RESULTS: (1) IL-1 and TNF-α in serum and myocardium of model rabbits were significantly increased, ADP was significantly decreased, and the mRNA expressions of TNF-α and TLR4 in myocardium were significantly increased, indicating a significant inflammatory reaction. The inflammatory reaction in pioglitazone intervention groups was significantly reduced, TNF-α and IL-1 levels in serum and myocardium of DM+PGZ 4 mg and 8 mg groups were significantly decreased as compared with those of DM group [serum: TNF-α (ng/L) was 268.33±46.57, 261.34±33.73 vs. 331.40±69.05, myocardium: TNF-α (ng/L) was 144.72±26.90, 139.59±14.59 vs. 177.48±27.40; serum: IL-1 (ng/L) was 24.40±2.56, 23.35±3.13 vs. 30.08±5.44, myocardium: IL-1 (ng/L) was 21.26±2.85, 20.54±2.75 vs. 24.78±3.60, all P < 0.05], and ADP levels were significantly increased [serum (μg/L): 19.64±8.85, 20.54±7.47 vs. 15.45±3.06, myocardium (μg/L): 10.31±2.22, 11.49±3.42 vs. 7.76±1.77, all P < 0.05], and the mRNA expressions of TNF-α and TLR4 in myocardium were significantly decreased (TNF-α mRNA: 0.15±0.05, 0.14±0.06 vs. 0.25±0.09; TLR4 mRNA: 0.57±0.17, 0.40±0.18 vs. 0.75±0.35, all P < 0.05). (2) Oxidative stress in serum and myocardium of model rabbits was significantly increased, SOD, NO, and total NOS levels were significantly decreased while the serum CAT and MDA levels were significantly increased without effect on MPO. Compared with the DM group, SOD and NO levels in serum and myocardium were significantly increased in DM+PGZ 4 mg and 8 mg groups [serum: SOD (U/L) was 571.39±40.85, 609.28±54.47 vs. 535.10±37.08, myocardium: SOD (U/mg) was 55.74±8.12, 53.60±9.87 vs. 42.26±12.34; serum: NO (μmol/L) was 2.95±0.51, 2.99±0.43 vs. 2.03±0.78, myocardium: NO (nmol/mg) was 1.95±0.37, 2.11±0.26 vs. 1.56±0.33, all P < 0.05], the serum MDA levels were significantly decreased (μmol/L: 20.11±2.34, 19.70±2.02 vs. 23.07±3.06, both P < 0.05), while no significant effect on CAT. There was no significant difference in parameter of inflammatory and oxidative stress between the two pioglitazone intervention groups.

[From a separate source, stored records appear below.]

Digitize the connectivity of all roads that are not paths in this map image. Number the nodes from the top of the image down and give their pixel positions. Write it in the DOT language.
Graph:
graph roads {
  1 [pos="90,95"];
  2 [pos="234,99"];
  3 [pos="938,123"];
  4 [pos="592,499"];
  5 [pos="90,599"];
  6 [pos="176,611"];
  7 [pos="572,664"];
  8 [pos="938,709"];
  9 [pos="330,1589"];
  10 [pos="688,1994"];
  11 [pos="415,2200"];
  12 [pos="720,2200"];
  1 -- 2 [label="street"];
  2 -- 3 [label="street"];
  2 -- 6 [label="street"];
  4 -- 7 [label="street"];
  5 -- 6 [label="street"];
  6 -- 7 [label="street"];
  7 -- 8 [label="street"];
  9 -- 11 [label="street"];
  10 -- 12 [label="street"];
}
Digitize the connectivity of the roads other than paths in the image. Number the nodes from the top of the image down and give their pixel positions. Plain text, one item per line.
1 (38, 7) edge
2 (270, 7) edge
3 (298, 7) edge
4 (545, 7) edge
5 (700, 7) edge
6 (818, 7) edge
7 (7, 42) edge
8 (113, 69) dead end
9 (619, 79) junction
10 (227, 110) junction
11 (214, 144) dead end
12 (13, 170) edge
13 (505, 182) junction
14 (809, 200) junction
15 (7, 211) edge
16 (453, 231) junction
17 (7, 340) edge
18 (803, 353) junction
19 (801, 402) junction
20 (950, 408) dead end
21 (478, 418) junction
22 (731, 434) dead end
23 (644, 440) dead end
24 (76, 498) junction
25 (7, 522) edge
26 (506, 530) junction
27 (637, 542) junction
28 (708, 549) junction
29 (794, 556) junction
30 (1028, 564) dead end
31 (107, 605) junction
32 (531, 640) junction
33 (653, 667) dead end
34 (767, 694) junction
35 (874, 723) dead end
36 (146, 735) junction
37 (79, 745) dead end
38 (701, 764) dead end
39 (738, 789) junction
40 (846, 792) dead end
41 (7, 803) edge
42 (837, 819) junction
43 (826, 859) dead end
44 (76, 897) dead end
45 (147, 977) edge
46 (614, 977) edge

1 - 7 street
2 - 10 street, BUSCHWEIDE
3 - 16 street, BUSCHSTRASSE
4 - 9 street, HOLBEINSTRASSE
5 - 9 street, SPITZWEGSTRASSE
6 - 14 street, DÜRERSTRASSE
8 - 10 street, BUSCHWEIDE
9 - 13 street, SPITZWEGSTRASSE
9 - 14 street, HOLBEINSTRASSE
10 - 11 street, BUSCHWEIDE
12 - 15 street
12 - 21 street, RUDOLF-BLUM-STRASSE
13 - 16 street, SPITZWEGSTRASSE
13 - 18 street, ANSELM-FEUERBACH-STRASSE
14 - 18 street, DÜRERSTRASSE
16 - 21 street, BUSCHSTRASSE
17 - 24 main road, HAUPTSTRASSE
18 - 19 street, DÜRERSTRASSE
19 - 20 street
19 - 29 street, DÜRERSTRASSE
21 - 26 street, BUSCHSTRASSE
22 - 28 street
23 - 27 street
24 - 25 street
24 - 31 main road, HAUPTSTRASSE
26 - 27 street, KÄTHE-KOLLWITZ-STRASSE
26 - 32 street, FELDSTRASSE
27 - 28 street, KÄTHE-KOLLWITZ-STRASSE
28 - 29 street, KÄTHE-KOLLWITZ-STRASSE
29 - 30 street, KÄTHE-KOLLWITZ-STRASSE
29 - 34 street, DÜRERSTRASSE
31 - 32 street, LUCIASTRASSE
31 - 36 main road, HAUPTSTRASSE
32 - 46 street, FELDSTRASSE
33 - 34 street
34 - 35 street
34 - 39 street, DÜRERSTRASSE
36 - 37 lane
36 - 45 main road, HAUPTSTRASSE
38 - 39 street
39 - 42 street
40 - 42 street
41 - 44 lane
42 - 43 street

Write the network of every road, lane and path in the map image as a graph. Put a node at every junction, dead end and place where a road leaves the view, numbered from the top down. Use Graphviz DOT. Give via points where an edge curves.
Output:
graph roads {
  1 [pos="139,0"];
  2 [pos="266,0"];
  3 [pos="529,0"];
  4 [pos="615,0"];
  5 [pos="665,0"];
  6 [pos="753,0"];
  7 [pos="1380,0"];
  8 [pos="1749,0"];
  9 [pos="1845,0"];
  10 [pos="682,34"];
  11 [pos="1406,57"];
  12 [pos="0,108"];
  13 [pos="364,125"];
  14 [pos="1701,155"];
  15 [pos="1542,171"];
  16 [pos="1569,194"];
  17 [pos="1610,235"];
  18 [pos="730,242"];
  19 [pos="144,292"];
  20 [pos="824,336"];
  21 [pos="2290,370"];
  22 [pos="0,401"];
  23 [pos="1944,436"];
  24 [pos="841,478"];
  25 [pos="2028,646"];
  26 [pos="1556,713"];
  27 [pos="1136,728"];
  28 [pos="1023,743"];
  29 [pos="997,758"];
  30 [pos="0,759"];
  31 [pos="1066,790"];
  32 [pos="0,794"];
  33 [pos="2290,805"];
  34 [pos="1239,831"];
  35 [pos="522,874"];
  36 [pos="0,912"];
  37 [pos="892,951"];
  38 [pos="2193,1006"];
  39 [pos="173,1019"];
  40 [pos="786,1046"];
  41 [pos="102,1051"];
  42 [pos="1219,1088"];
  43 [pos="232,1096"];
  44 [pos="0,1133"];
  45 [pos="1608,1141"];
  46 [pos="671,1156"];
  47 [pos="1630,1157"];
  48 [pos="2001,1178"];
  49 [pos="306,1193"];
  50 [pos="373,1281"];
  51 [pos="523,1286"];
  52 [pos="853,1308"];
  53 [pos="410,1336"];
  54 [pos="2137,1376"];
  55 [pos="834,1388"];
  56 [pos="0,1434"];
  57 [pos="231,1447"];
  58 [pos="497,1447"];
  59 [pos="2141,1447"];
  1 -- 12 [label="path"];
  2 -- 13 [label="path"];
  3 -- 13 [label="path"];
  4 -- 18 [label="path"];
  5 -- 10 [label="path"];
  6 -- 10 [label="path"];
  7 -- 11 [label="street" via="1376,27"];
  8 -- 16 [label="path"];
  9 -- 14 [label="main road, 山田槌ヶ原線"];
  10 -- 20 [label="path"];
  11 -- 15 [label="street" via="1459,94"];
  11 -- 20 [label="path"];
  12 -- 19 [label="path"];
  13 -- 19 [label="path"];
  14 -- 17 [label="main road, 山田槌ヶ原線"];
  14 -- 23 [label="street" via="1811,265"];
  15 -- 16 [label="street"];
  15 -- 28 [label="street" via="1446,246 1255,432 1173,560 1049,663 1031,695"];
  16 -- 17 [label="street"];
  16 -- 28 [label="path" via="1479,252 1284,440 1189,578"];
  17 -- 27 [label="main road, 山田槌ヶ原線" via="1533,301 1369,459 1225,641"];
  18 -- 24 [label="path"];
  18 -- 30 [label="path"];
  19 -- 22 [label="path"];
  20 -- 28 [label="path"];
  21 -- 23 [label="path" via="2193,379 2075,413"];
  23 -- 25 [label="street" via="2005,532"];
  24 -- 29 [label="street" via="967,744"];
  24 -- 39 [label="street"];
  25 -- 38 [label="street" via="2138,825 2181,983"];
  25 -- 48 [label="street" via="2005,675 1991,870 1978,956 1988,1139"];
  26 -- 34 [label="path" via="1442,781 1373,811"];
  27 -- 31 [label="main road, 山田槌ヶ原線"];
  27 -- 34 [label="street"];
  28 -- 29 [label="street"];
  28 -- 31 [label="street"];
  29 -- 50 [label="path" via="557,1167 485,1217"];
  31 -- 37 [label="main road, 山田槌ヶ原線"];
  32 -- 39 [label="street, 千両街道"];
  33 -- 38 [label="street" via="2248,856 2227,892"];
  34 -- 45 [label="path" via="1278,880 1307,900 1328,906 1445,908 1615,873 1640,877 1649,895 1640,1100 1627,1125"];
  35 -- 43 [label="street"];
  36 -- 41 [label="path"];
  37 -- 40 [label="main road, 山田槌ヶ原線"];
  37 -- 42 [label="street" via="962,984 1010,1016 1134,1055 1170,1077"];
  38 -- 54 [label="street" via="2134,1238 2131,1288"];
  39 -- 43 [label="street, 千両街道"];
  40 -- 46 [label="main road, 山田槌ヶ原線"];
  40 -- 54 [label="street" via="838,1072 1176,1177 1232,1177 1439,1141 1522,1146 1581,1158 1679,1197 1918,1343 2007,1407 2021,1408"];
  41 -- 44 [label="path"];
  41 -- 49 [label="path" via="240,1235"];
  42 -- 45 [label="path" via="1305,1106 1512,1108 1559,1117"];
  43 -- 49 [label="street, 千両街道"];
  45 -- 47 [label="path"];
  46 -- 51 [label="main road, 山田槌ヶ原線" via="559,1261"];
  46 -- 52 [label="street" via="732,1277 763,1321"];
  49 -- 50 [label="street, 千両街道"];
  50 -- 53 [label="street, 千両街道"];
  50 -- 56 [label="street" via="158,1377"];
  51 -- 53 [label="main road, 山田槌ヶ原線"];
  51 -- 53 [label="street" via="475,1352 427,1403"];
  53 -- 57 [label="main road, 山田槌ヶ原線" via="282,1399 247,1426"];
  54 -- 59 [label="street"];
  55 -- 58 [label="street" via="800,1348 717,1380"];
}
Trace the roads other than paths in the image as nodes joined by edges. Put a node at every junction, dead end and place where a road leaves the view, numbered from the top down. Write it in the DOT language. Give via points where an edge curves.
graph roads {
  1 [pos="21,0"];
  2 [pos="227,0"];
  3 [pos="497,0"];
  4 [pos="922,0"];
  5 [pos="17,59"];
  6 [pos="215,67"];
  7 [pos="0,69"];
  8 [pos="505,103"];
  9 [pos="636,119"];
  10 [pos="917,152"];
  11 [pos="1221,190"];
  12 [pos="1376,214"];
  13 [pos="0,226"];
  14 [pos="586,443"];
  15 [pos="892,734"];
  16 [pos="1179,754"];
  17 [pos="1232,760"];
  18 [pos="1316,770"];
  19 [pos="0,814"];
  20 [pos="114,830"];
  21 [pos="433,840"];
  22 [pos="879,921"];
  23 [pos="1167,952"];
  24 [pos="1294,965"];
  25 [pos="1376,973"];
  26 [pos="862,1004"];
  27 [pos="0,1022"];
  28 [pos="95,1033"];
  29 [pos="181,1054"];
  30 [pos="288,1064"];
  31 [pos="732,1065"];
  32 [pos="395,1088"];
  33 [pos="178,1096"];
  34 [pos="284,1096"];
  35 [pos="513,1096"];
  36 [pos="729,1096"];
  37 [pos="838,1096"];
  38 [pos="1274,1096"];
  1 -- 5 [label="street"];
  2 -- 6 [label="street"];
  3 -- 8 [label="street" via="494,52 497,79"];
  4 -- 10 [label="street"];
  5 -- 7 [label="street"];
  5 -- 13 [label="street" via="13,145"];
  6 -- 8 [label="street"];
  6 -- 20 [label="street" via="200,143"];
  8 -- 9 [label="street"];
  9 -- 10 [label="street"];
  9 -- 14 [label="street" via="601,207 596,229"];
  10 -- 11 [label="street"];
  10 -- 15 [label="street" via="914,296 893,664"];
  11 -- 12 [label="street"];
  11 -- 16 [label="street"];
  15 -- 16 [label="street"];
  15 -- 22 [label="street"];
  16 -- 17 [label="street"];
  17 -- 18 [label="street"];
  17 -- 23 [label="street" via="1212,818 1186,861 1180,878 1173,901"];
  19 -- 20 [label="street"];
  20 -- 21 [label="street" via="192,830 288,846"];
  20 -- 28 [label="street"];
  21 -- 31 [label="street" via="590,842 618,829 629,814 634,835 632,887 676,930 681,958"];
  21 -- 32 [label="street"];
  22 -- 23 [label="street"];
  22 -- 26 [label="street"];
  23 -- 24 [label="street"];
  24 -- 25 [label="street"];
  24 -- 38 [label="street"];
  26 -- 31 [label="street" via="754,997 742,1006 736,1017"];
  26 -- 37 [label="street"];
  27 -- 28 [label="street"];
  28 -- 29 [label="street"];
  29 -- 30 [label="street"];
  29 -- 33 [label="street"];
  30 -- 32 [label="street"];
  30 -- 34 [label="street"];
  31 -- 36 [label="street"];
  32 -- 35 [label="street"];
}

CONCLUSIONS: 4 mg×kg-1 ×d-1 pioglitazone could activate PPARγ-TLR4-TNF-α targeted pathway, thus inhibit inflammatory and oxidative stress factors expression, and down-regulate hyperglycemia induced myocardium inflammatory and oxidative stress level, but the effect did not show a dose dependent manner.